Extracted data entries
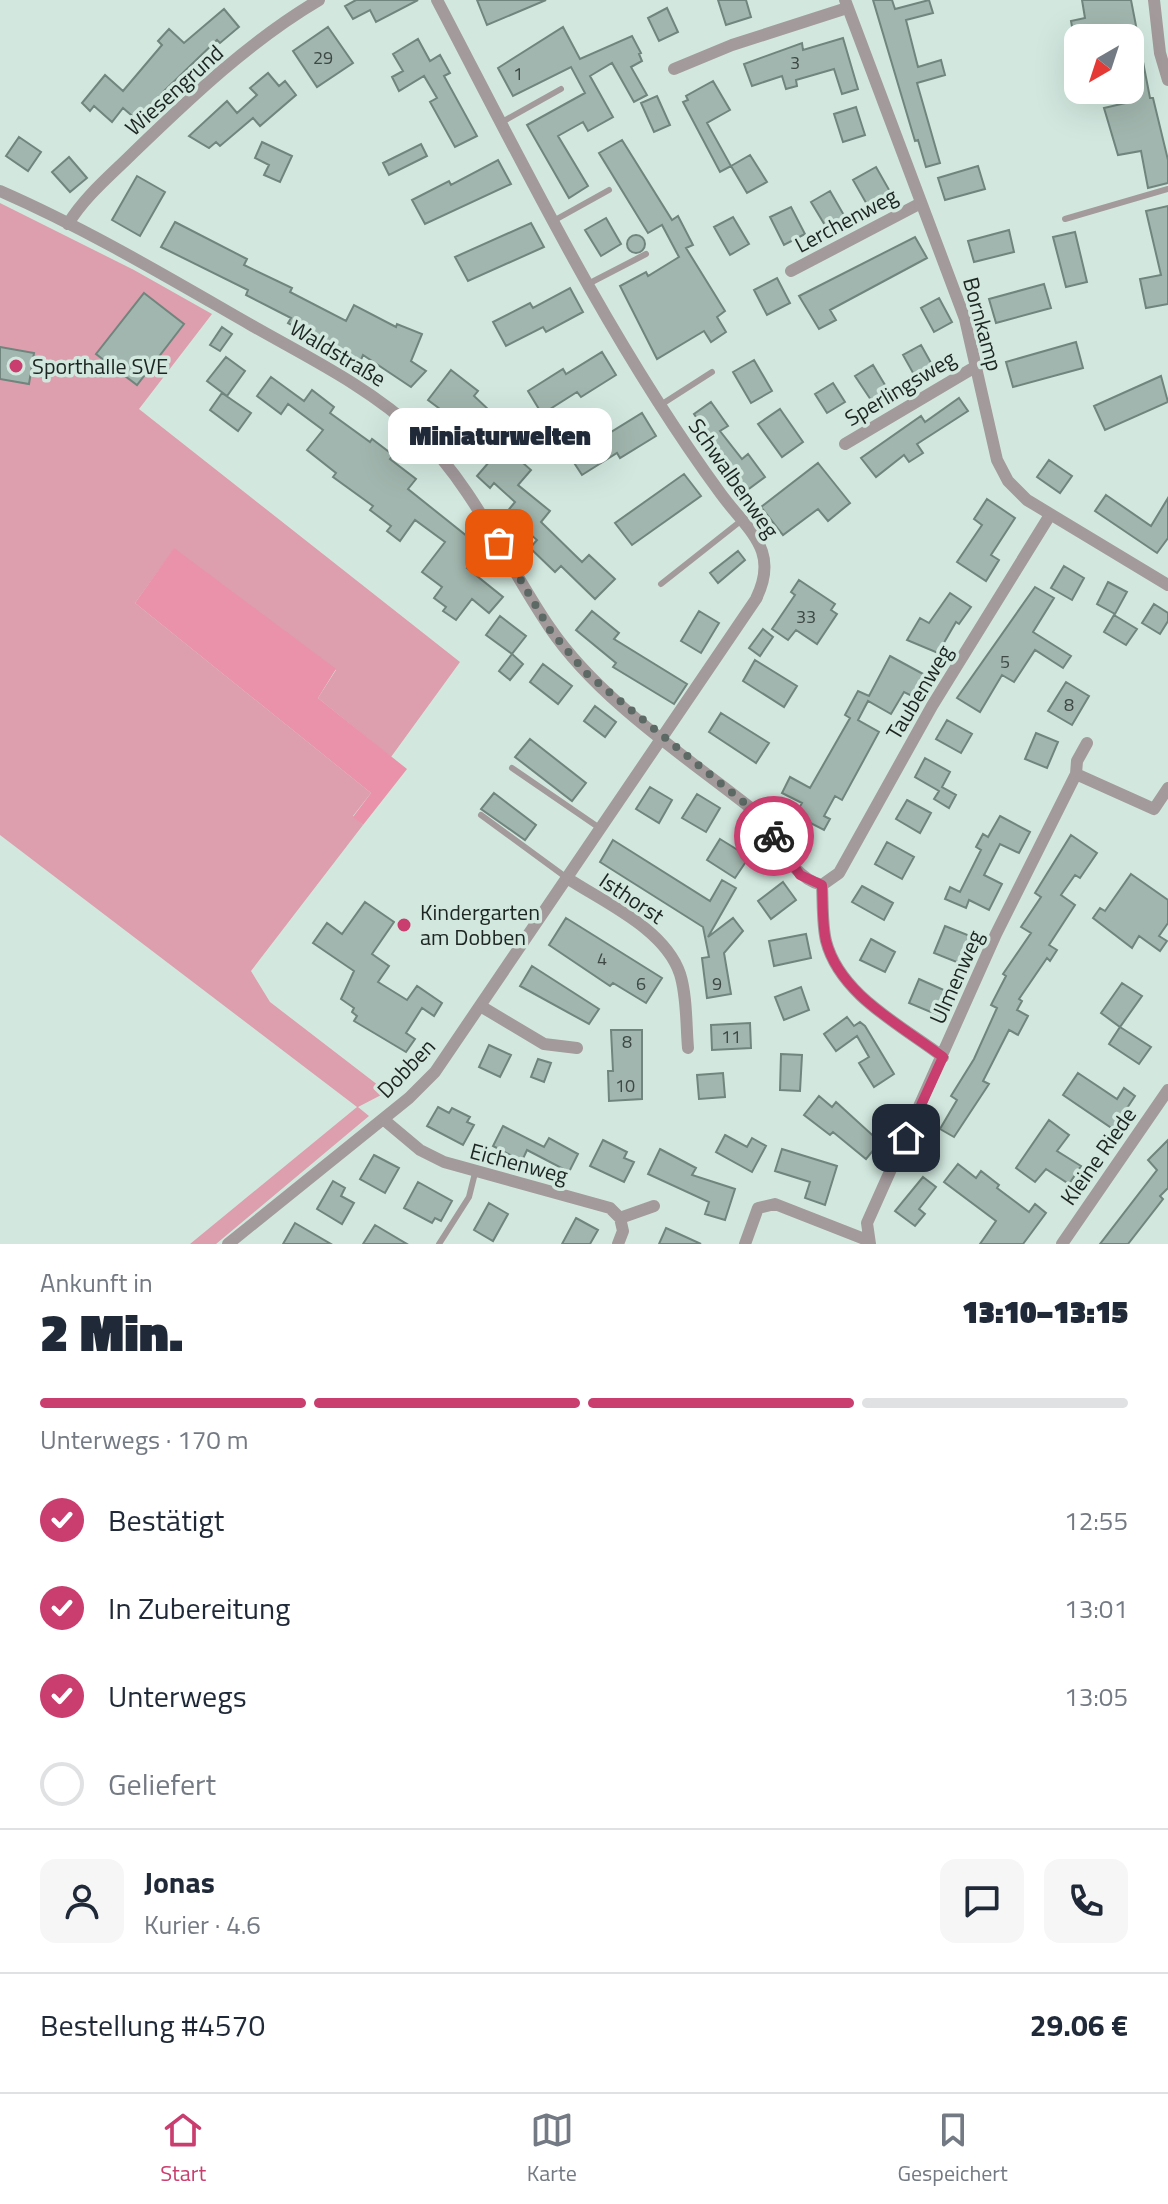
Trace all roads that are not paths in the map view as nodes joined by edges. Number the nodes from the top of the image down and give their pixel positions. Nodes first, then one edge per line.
1 (319, 0) edge
2 (437, 0) edge
3 (1154, 0) edge
4 (846, 4) edge
5 (674, 69) dead end
6 (1168, 80) edge
7 (561, 89) dead end
8 (502, 122) junction
9 (1168, 189) edge
10 (609, 190) dead end
11 (0, 191) edge
12 (919, 204) junction
13 (1065, 219) dead end
14 (555, 220) junction
15 (68, 224) junction
16 (646, 254) dead end
17 (791, 271) dead end
18 (588, 284) junction
19 (975, 367) junction
20 (712, 372) dead end
21 (659, 406) junction
22 (845, 444) dead end
23 (1050, 515) junction
24 (742, 520) junction
25 (661, 584) dead end
26 (1168, 585) edge
27 (662, 738) junction
28 (1087, 743) dead end
29 (512, 768) dead end
30 (1076, 774) junction
31 (1168, 788) edge
32 (481, 815) dead end
33 (601, 829) junction
34 (567, 878) junction
35 (822, 885) junction
36 (482, 1007) junction
37 (577, 1048) dead end
38 (688, 1048) dead end
39 (943, 1057) junction
40 (1168, 1090) edge
41 (383, 1119) junction
42 (475, 1173) junction
43 (654, 1206) dead end
44 (620, 1218) junction
45 (868, 1242) edge
46 (228, 1244) edge
47 (439, 1244) edge
48 (618, 1244) edge
49 (745, 1244) edge
50 (1062, 1244) edge

1 - 15 street, Wiesengrund
2 - 8 street, Schwalbenweg
3 - 6 street
4 - 5 street
4 - 12 street, Bornkamp
7 - 8 lane
8 - 14 street, Schwalbenweg
9 - 13 lane
10 - 14 lane
11 - 15 street, Waldstraße
12 - 17 street, Lerchenweg
12 - 19 street, Bornkamp
14 - 18 street, Schwalbenweg
15 - 27 street, Waldstraße
16 - 18 lane
18 - 21 street, Schwalbenweg
19 - 22 street, Sperlingsweg
19 - 23 street, Bornkamp
20 - 21 lane, Schwalbenweg
21 - 24 street, Schwalbenweg
23 - 26 street, Bornkamp
23 - 35 street, Taubenweg
24 - 25 lane
24 - 27 street, Schwalbenweg
27 - 33 street, Dobben
27 - 35 street, Waldstraße
28 - 30 street, Ulmenweg
29 - 33 lane
30 - 31 street
30 - 39 street, Ulmenweg
32 - 34 lane
33 - 34 street, Dobben
34 - 36 street, Dobben
34 - 38 street, Isthorst
35 - 39 street
36 - 37 street
36 - 41 street, Dobben
39 - 45 street, Ulmenweg
40 - 50 street, Kleine Riede
41 - 42 street, Eichenweg
41 - 46 street, Dobben
42 - 44 street, Eichenweg
42 - 47 lane
43 - 44 street
44 - 48 street
45 - 49 street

# ACTIVITY:
Your answer must be an exact repeat of the records above, with the pictures left out.

# WRITTEN REPLY:
Trace all roads that are not paths in the map view as nodes joined by edges. Number the nodes from the top of the image down and give their pixel positions. Nodes first, then one edge per line.
1 (319, 0) edge
2 (437, 0) edge
3 (1154, 0) edge
4 (846, 4) edge
5 (674, 69) dead end
6 (1168, 80) edge
7 (561, 89) dead end
8 (502, 122) junction
9 (1168, 189) edge
10 (609, 190) dead end
11 (0, 191) edge
12 (919, 204) junction
13 (1065, 219) dead end
14 (555, 220) junction
15 (68, 224) junction
16 (646, 254) dead end
17 (791, 271) dead end
18 (588, 284) junction
19 (975, 367) junction
20 (712, 372) dead end
21 (659, 406) junction
22 (845, 444) dead end
23 (1050, 515) junction
24 (742, 520) junction
25 (661, 584) dead end
26 (1168, 585) edge
27 (662, 738) junction
28 (1087, 743) dead end
29 (512, 768) dead end
30 (1076, 774) junction
31 (1168, 788) edge
32 (481, 815) dead end
33 (601, 829) junction
34 (567, 878) junction
35 (822, 885) junction
36 (482, 1007) junction
37 (577, 1048) dead end
38 (688, 1048) dead end
39 (943, 1057) junction
40 (1168, 1090) edge
41 (383, 1119) junction
42 (475, 1173) junction
43 (654, 1206) dead end
44 (620, 1218) junction
45 (868, 1242) edge
46 (228, 1244) edge
47 (439, 1244) edge
48 (618, 1244) edge
49 (745, 1244) edge
50 (1062, 1244) edge

1 - 15 street, Wiesengrund
2 - 8 street, Schwalbenweg
3 - 6 street
4 - 5 street
4 - 12 street, Bornkamp
7 - 8 lane
8 - 14 street, Schwalbenweg
9 - 13 lane
10 - 14 lane
11 - 15 street, Waldstraße
12 - 17 street, Lerchenweg
12 - 19 street, Bornkamp
14 - 18 street, Schwalbenweg
15 - 27 street, Waldstraße
16 - 18 lane
18 - 21 street, Schwalbenweg
19 - 22 street, Sperlingsweg
19 - 23 street, Bornkamp
20 - 21 lane, Schwalbenweg
21 - 24 street, Schwalbenweg
23 - 26 street, Bornkamp
23 - 35 street, Taubenweg
24 - 25 lane
24 - 27 street, Schwalbenweg
27 - 33 street, Dobben
27 - 35 street, Waldstraße
28 - 30 street, Ulmenweg
29 - 33 lane
30 - 31 street
30 - 39 street, Ulmenweg
32 - 34 lane
33 - 34 street, Dobben
34 - 36 street, Dobben
34 - 38 street, Isthorst
35 - 39 street
36 - 37 street
36 - 41 street, Dobben
39 - 45 street, Ulmenweg
40 - 50 street, Kleine Riede
41 - 42 street, Eichenweg
41 - 46 street, Dobben
42 - 44 street, Eichenweg
42 - 47 lane
43 - 44 street
44 - 48 street
45 - 49 street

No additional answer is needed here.